迷彩服の恋人
第四任務*駐屯地祭へ行こう!
*私と土岐さんの胸の内
梅雨明けも秒読みの7月上旬――。
「もう別れようかなぁ…。こんなに会えないなんて聞いてないし。」
自席デスクの〝隣の島〟のデスクから、花村さんのそんな声が聞こえてくる。
昼休憩直前でも、私語は慎みなさいってば…!
また言ってるし…。古川さん、お気の毒すぎる。
「私も…秒読みかな。」
朝香先輩……。麻生さんもお疲れ様です。
まだあの合コンから半月じゃない…!
あの後3日間ぐらいはウキウキしてたくせに……。
「〝もっちゃん〟は?土岐さんと何かないの~?」
ニヤニヤしながら聞いてくるの、やめてもらえます?先輩。
「朝香先輩、もう少しでランチなので…書類仕上げちゃって下さい。…先輩、人に興味あったんですね。自分の恋愛しか興味ないのかと思ってました。私の話も全然聞いてくれないですし…。」
ついに皮肉っぽく言ってやった。
本当は、堪忍袋の尾なんて…もうとっくに切れてる。
もう〝引き立て役〟になんて、ならない。
理不尽な我慢は…もうしないって、土岐さんと約束したから――。
「まだ怒ってるの?無理やり連れてったのは、ごめんって!…でも、行ったおかげで土岐さんと再会できたんでしょ?」
「再会して、助けてもらった時のお礼言っただけで…残念ながら何もないですよ。私…恋愛に対してはビビりなので、連絡先…聞けなかったですし。…さて。〝桧原主任〟、チェックお願いします。」
まぁ…嘘だけど。
私は、隣の席に居る朝香先輩から離れたくて…結花先輩のデスクへ書類チェックのお願いをしに向かう。

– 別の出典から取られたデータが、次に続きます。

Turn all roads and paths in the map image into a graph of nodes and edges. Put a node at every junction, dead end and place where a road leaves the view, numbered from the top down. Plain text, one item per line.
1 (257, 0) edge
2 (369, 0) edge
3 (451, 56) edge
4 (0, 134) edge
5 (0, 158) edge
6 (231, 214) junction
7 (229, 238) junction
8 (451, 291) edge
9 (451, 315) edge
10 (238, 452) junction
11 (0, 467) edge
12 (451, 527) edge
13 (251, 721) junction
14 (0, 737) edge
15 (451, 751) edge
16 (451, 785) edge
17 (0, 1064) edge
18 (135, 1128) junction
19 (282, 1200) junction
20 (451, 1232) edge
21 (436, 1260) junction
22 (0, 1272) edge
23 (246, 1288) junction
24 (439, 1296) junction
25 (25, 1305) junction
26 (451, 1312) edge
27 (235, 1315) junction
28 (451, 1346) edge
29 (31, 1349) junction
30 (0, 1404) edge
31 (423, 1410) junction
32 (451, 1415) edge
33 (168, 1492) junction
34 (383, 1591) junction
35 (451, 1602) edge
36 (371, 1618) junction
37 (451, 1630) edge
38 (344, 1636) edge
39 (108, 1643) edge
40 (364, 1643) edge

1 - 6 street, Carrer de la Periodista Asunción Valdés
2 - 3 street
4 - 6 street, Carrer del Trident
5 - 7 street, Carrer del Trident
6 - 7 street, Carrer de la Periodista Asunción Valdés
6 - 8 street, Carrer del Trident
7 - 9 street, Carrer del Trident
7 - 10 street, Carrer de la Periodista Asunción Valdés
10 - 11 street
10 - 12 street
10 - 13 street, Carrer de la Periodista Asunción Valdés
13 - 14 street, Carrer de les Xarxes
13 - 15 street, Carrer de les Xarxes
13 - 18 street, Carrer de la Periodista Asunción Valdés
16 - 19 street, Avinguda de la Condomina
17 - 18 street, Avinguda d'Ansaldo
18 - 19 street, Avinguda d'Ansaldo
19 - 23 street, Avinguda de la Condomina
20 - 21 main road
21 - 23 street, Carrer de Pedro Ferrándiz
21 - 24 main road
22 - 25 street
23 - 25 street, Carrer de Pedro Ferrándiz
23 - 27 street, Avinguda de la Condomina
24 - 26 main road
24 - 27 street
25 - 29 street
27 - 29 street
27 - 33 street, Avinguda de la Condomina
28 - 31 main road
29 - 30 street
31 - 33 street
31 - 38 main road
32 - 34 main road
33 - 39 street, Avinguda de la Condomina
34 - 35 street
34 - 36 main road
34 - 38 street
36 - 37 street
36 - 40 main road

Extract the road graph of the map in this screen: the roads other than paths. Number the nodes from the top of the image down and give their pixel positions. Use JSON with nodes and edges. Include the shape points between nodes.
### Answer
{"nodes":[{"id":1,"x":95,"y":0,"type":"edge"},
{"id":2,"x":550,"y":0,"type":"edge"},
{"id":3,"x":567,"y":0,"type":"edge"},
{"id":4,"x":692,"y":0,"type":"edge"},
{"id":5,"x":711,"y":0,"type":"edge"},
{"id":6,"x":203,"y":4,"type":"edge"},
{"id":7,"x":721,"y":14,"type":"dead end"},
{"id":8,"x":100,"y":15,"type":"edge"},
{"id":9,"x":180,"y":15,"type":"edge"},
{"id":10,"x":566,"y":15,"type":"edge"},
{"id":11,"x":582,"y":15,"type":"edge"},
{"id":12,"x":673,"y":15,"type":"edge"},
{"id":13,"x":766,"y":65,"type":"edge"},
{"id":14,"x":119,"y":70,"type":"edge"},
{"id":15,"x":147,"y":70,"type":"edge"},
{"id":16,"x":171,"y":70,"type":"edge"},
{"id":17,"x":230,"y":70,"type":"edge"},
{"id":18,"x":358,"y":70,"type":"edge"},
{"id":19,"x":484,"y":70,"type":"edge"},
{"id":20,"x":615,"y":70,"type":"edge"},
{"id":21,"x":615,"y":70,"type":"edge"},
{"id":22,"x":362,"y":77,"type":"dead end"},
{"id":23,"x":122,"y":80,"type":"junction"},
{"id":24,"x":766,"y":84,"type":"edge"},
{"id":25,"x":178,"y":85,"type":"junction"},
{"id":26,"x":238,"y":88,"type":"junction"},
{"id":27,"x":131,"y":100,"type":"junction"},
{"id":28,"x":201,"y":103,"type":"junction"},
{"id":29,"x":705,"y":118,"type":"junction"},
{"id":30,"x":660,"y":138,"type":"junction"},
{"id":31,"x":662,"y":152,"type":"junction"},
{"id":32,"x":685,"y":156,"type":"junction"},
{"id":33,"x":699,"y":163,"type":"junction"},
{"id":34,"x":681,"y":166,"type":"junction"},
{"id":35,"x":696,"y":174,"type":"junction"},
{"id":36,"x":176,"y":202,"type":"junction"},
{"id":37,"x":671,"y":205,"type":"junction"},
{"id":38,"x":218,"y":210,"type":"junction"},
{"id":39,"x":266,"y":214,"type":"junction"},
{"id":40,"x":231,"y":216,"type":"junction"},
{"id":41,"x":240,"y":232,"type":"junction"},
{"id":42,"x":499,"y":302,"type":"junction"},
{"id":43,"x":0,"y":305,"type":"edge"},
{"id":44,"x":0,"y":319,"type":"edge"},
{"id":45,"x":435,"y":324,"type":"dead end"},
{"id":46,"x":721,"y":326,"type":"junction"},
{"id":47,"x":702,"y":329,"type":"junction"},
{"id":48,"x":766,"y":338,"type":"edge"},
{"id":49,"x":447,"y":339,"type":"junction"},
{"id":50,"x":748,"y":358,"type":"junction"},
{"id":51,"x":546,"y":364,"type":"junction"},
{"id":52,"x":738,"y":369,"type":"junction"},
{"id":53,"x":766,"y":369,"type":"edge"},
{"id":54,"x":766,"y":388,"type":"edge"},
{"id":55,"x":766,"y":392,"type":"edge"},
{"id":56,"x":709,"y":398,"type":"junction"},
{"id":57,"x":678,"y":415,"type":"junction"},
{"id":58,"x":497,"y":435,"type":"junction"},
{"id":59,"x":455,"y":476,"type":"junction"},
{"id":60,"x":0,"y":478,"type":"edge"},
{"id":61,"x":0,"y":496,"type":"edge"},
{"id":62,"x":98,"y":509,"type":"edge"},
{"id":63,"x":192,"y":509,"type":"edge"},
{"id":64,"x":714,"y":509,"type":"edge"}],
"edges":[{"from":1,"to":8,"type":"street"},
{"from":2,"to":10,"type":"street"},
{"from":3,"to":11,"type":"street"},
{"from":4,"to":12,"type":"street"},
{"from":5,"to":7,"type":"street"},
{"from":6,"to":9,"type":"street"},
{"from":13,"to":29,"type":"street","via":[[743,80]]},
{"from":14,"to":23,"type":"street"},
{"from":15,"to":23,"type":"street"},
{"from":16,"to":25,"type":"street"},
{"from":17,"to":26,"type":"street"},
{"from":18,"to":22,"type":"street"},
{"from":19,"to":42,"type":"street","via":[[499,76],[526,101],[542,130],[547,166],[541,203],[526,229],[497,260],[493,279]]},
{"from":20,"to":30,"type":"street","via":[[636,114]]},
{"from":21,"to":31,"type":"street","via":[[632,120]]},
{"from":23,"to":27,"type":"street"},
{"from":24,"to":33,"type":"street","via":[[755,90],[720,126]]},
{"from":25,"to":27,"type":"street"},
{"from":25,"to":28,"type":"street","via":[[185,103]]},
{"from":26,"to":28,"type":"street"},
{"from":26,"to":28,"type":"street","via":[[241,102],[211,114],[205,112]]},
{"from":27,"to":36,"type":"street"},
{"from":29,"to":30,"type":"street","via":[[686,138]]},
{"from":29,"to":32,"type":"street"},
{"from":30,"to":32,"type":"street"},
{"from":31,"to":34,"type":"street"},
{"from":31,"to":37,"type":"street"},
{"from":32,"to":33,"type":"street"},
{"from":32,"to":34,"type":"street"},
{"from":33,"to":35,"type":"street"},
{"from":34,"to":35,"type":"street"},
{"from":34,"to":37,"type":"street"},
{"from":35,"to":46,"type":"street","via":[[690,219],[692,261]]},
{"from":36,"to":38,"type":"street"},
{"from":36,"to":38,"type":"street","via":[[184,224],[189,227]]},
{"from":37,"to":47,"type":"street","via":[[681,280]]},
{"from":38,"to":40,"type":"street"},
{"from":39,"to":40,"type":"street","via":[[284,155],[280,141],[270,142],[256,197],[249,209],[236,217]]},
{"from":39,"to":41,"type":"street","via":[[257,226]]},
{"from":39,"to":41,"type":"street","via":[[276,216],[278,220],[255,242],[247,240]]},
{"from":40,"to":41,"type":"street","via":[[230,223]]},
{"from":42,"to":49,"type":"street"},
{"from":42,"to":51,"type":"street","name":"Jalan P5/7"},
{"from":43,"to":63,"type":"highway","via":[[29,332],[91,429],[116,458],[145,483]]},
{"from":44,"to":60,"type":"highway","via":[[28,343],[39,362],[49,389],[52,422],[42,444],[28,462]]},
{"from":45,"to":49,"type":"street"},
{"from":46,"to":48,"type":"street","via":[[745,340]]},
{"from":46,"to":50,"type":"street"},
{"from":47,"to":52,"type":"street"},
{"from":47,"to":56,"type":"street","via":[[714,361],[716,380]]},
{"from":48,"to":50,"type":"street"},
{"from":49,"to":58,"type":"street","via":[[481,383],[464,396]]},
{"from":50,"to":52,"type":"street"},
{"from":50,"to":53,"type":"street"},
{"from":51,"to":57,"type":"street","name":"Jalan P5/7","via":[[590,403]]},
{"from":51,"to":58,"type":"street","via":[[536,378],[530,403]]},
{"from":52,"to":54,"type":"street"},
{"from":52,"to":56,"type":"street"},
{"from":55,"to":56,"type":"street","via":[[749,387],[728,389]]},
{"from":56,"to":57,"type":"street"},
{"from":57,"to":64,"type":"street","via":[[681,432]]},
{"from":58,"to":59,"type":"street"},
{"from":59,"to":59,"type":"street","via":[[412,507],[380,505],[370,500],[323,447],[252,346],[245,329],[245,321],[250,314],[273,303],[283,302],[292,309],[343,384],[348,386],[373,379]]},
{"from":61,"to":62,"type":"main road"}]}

「はい。〝望月さん〟ありがとう、相変わらず仕事早くて助かるわ。…あっ、それから【新商品開発コンペ】の案はどう?チームのメンバーから『望月さん、悩んでるみたいで…。』って話上がってきてるけど。相談乗ろうか?」
「はい。お願いしたいです。」
結花先輩、意味深な顔してる…。
これは、【コンペ】以外の話もありそう…。
「ランチデートしましょ。」
「〝主任〟、喜んで!」
そこへ朝香先輩や花村さんが「私も!」と、すごい勢いで私達の元へやってきたけど…「私のメンツ潰すような人のために、ランチも合コンもセッティングしない!そこ間違えないでね!」と見事に説き伏せ、話に乗らない先輩。
その一言でフロアにいた全員が、"今回の合コンも失敗したのか"と察したのだった――。